### Exercise directions
An exact copy of all the lines below is required, with every image left out.

### Material supplied
......

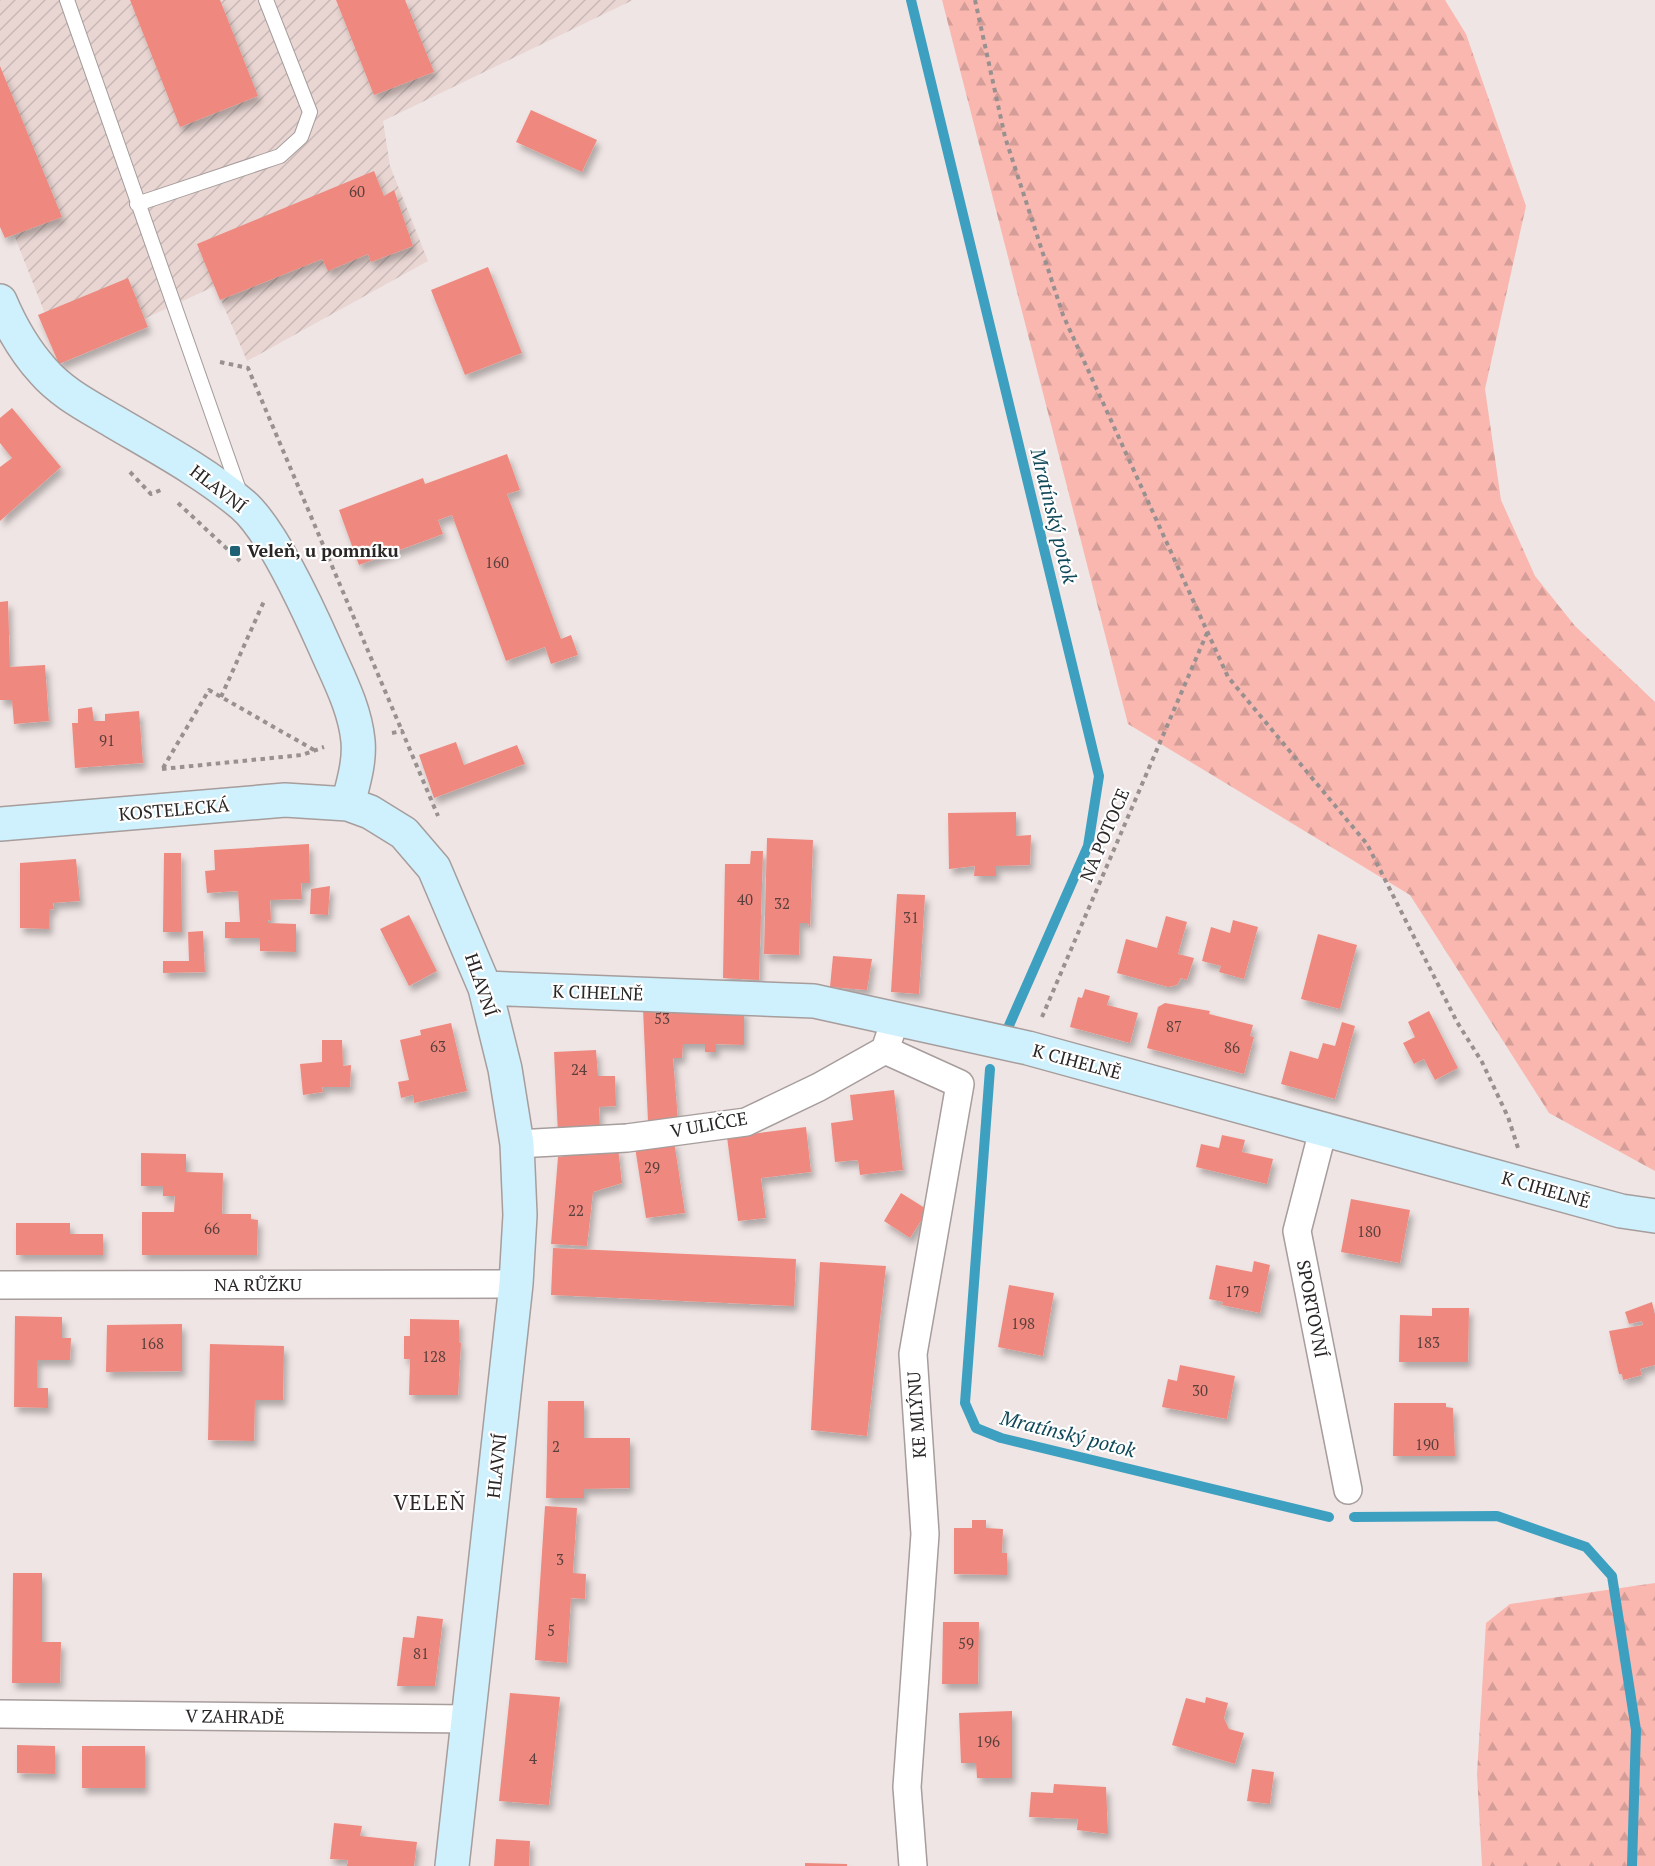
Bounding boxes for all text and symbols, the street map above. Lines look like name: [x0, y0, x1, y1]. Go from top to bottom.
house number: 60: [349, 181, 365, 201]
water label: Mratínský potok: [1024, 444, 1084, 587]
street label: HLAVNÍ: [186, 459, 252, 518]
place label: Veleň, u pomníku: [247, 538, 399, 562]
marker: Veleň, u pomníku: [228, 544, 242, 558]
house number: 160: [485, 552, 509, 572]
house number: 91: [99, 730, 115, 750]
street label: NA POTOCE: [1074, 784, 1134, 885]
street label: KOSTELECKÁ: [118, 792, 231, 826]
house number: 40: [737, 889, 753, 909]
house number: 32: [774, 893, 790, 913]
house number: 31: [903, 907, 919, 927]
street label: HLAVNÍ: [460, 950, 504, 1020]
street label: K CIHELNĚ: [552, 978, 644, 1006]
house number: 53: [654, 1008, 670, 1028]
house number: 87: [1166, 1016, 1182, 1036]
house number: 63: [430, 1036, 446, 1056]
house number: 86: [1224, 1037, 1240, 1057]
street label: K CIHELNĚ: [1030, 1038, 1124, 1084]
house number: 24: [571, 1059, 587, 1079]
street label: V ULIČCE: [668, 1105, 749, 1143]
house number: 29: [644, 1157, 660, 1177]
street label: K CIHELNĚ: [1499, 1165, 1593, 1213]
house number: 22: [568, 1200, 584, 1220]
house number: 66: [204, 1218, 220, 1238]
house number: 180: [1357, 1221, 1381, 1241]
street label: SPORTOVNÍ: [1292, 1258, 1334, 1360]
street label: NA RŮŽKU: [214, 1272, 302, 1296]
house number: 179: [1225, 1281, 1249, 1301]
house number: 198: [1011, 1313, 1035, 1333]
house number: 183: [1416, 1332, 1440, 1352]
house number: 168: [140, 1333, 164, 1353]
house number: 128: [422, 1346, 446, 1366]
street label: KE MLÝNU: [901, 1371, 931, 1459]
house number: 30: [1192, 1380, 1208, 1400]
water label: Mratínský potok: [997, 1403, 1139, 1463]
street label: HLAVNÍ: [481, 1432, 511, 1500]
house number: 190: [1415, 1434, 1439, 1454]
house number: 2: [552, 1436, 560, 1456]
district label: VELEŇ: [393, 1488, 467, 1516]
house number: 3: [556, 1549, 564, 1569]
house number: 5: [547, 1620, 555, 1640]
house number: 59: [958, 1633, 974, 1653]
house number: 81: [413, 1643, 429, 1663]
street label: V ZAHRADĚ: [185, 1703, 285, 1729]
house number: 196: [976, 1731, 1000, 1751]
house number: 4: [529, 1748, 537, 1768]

......

### Solution to the problem
Bounding boxes for all text and symbols, the street map above. Lines look like name: [x0, y0, x1, y1]. Go from top to bottom.
house number: 60: [349, 181, 365, 201]
water label: Mratínský potok: [1024, 444, 1084, 587]
street label: HLAVNÍ: [186, 459, 252, 518]
place label: Veleň, u pomníku: [247, 538, 399, 562]
marker: Veleň, u pomníku: [228, 544, 242, 558]
house number: 160: [485, 552, 509, 572]
house number: 91: [99, 730, 115, 750]
street label: NA POTOCE: [1074, 784, 1134, 885]
street label: KOSTELECKÁ: [118, 792, 231, 826]
house number: 40: [737, 889, 753, 909]
house number: 32: [774, 893, 790, 913]
house number: 31: [903, 907, 919, 927]
street label: HLAVNÍ: [460, 950, 504, 1020]
street label: K CIHELNĚ: [552, 978, 644, 1006]
house number: 53: [654, 1008, 670, 1028]
house number: 87: [1166, 1016, 1182, 1036]
house number: 63: [430, 1036, 446, 1056]
house number: 86: [1224, 1037, 1240, 1057]
street label: K CIHELNĚ: [1030, 1038, 1124, 1084]
house number: 24: [571, 1059, 587, 1079]
street label: V ULIČCE: [668, 1105, 749, 1143]
house number: 29: [644, 1157, 660, 1177]
street label: K CIHELNĚ: [1499, 1165, 1593, 1213]
house number: 22: [568, 1200, 584, 1220]
house number: 66: [204, 1218, 220, 1238]
house number: 180: [1357, 1221, 1381, 1241]
street label: SPORTOVNÍ: [1292, 1258, 1334, 1360]
street label: NA RŮŽKU: [214, 1272, 302, 1296]
house number: 179: [1225, 1281, 1249, 1301]
house number: 198: [1011, 1313, 1035, 1333]
house number: 183: [1416, 1332, 1440, 1352]
house number: 168: [140, 1333, 164, 1353]
house number: 128: [422, 1346, 446, 1366]
street label: KE MLÝNU: [901, 1371, 931, 1459]
house number: 30: [1192, 1380, 1208, 1400]
water label: Mratínský potok: [997, 1403, 1139, 1463]
street label: HLAVNÍ: [481, 1432, 511, 1500]
house number: 190: [1415, 1434, 1439, 1454]
house number: 2: [552, 1436, 560, 1456]
district label: VELEŇ: [393, 1488, 467, 1516]
house number: 3: [556, 1549, 564, 1569]
house number: 5: [547, 1620, 555, 1640]
house number: 59: [958, 1633, 974, 1653]
house number: 81: [413, 1643, 429, 1663]
street label: V ZAHRADĚ: [185, 1703, 285, 1729]
house number: 196: [976, 1731, 1000, 1751]
house number: 4: [529, 1748, 537, 1768]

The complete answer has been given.